TL;DR: Determine the best performance of the individual steps, improve or eliminate the slow ones. Adjust your requirements and/or resources to match reality.

1 Like

Yes, i too know achieving those numbers is of great difficulty, [ i don’t know if it is possible on single instance]. basically the flow will be mobile devices captures the images zips them and then send it to server, like wise, there will be so many devices out there sending the requests at the same time. and i also need to perform detection, recognition and marking attendance in the whole flow. I’m going to experiment celery task scheduler as it follows distributed queue mechanism. and if you have any suggestions on multi-processing [ i mean in parallel which would work out this case even by slighter performance, please let me know. I’ve tried threading, concurrent futures, celery[have to try but need another instance], dask, joblib for parallelizing the tasks.
if there are any left out, let me know.
and your suggestions are highly appriceated.
Thank you.

Frankly you need to stop thinking about any of these things for now. Pretend like they don’t exist. First you need to figure out what your resource needs are for the problem you are trying to solve. All of the parallel / threading / concurrent futures / other buzzwords are good for is making efficient use of the resources you have. They aren’t magic and they don’t make your system faster than it is.

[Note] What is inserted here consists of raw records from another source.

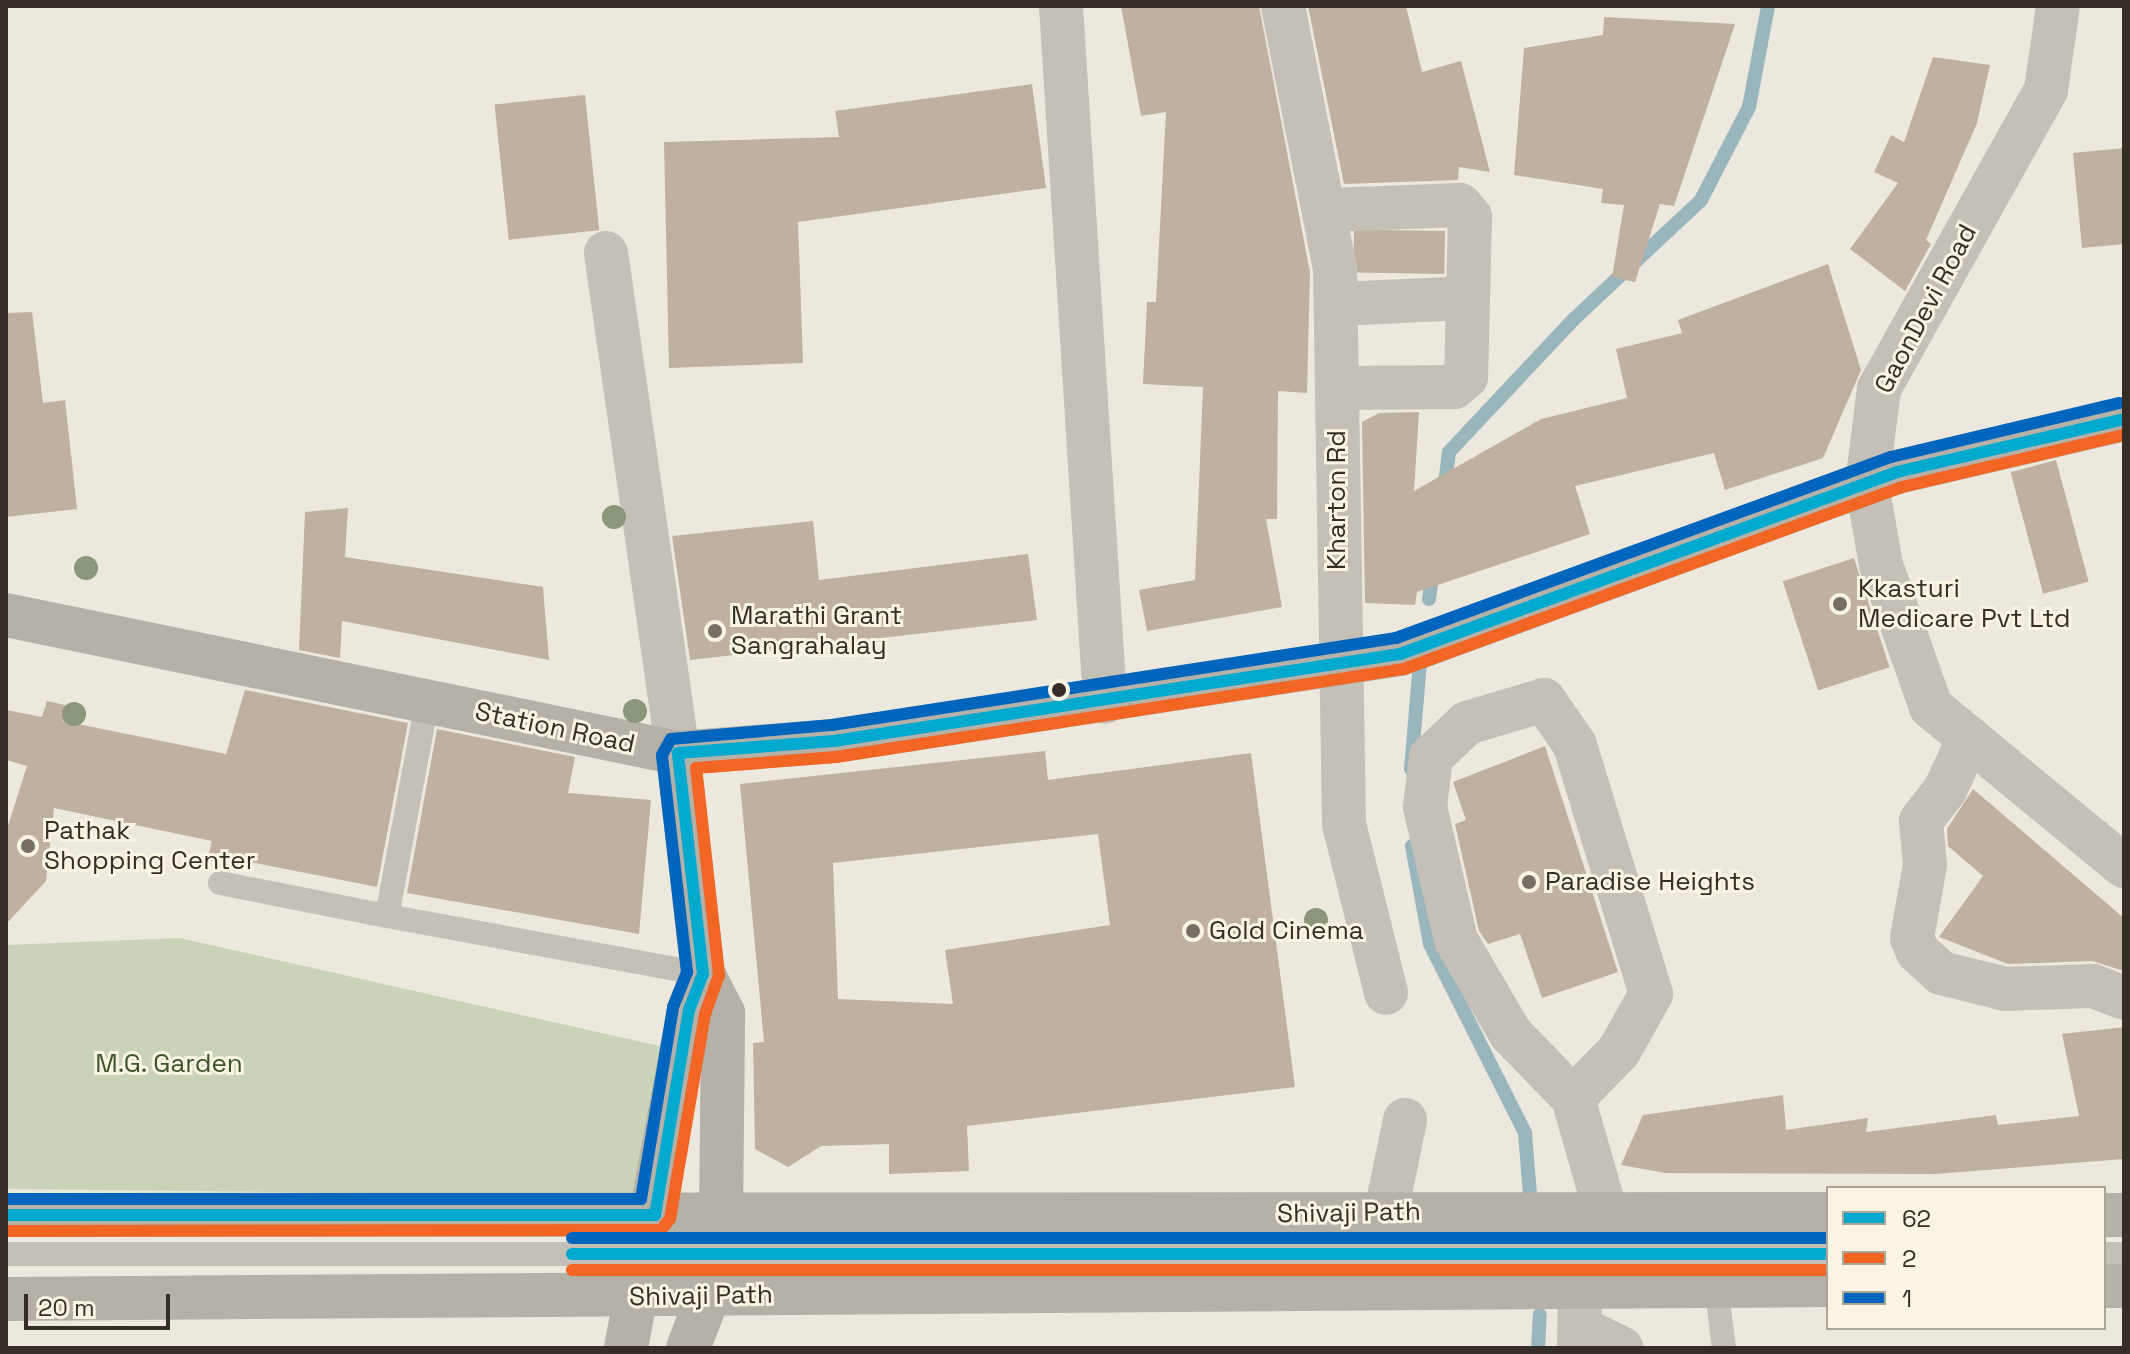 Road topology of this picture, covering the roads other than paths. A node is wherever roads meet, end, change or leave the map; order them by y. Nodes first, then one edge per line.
1 (1061, 6) edge
2 (1283, 6) edge
3 (2058, 6) edge
4 (1329, 210) junction
5 (606, 253) dead end
6 (1467, 298) junction
7 (1337, 304) junction
8 (1337, 388) junction
9 (2124, 419) edge
10 (1867, 484) junction
11 (6, 615) edge
12 (1337, 665) junction
13 (427, 702) junction
14 (1105, 702) junction
15 (1969, 738) junction
16 (678, 753) junction
17 (2124, 866) edge
18 (220, 883) dead end
19 (387, 916) junction
20 (703, 974) junction
21 (1386, 993) dead end
22 (2124, 998) edge
23 (1573, 1098) junction
24 (1405, 1120) dead end
25 (1386, 1212) junction
26 (1606, 1213) junction
27 (1826, 1214) edge
28 (6, 1215) edge
29 (655, 1215) junction
30 (721, 1217) junction
31 (6, 1254) edge
32 (1826, 1254) edge
33 (1580, 1284) junction
34 (1716, 1285) junction
35 (1826, 1285) edge
36 (637, 1297) junction
37 (708, 1297) junction
38 (6, 1299) edge
39 (1579, 1338) edge
40 (626, 1348) edge
41 (688, 1348) edge
42 (1621, 1348) edge
43 (1724, 1348) edge

1 - 14 street
2 - 4 street, Kharton Rd
3 - 10 street, GaonDevi Road
4 - 6 street
4 - 7 street, Kharton Rd
5 - 16 street
6 - 7 street
6 - 8 street
7 - 8 street, Kharton Rd
8 - 12 street, Kharton Rd
9 - 10 main road, Station Road
10 - 12 main road, Station Road
10 - 15 street, GaonDevi Road
11 - 13 main road, Station Road
12 - 14 main road, Station Road
12 - 21 street, Kharton Rd
13 - 16 main road, Station Road
13 - 19 lane
14 - 16 main road, Station Road
15 - 17 street, GaonDevi Road
15 - 22 street
16 - 20 main road
18 - 19 lane
19 - 20 lane
20 - 29 main road
20 - 30 main road
23 - 23 street
23 - 26 street
24 - 25 street
25 - 26 main road, Shivaji Path
25 - 30 main road, Shivaji Path
26 - 27 main road, Shivaji Path
28 - 29 main road, Shivaji Path
29 - 30 main road, Shivaji Path
29 - 36 main road
30 - 37 main road
31 - 32 lane, bridge
33 - 34 main road, Shivaji Path
33 - 37 main road, Shivaji Path
33 - 39 street
34 - 35 main road, Shivaji Path
34 - 43 lane
36 - 37 main road, Shivaji Path
36 - 38 main road, Shivaji Path
36 - 40 main road
37 - 41 main road
39 - 42 street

What you need to do is understand the performance of each step at a basic level. Forget about threads and parallelism and focus on the resource requirements to achieve what you want to achieve. If those resources are available, then you can think about how to organize them to achieve your goals.

Goal: Receive 50 zip files (25 mb each) per second, unzip them, decode the jpegs, and run a face detection routine on the decoded images.

  1. How many MB per second can you receive?
  2. How many MB per second can you unzip?
  3. How many MB of jpegs can you decode per second?
  4. How many MB per second can you process?

Once you can answer these questions you will have a better idea where you stand. You might be surprised how fucked you are.

I’ll make a few assumptions to illustrate my point:

  1. You need to receive and process 1GB/sec of zipped jpegs.
  2. The zip file is the same size as the unzipped jpegs (jpegs are already compressed, I suspect you aren’t getting any benefit from zipping them.)
  3. The jpegs are compressed 10:1 (this is a fairly typical ratio for jpegs)

This means that you need to decode about 1 GB of jpegs (10GB of raw images) per second.

Using data from this link: Analysis of JPEG Decoding Speeds – Brian C. Becker

and assuming you are using a typical/standard jpeg decoder, you would need appx 100 cores to decode 1GB of jpegs per second (10 GB decoded size). The article is old, the processor was a 2.4 GHz core 2 duo, so maybe you can do it with 50 cores, which is still a lot.

I’ll assume that 50 cores is out of the question for you. So now what? Notice (from the article) that libjpeg_simd was 5x faster than the typical ones? Can you use that? If so, maybe you can get down to 10 cores. Still too many cores? Can you use a GPU - there are apparently GPU based jpeg decoders that (I imagine) are even faster.

Note that so far all we are talking about is decoding jpegs from ram to ram and it looks like we need at least 5 modern CPU cores to do it (and likely more.) You have 2, and no amount of celery can turn 2 cores into 5. (you’re gonna need more cores.)

If you add in the unzipping step, and you insist on storing the zip files and jpegs on disk, I’d guess you will be able to support 5-10% of your desired load one one node. If you need 20 nodes (each with 2 cores and 8GB of ram) to handle the load, is that an option for you? Maybe you could have a dedicated node for receiving / dispatching the POST data to the worker nodes?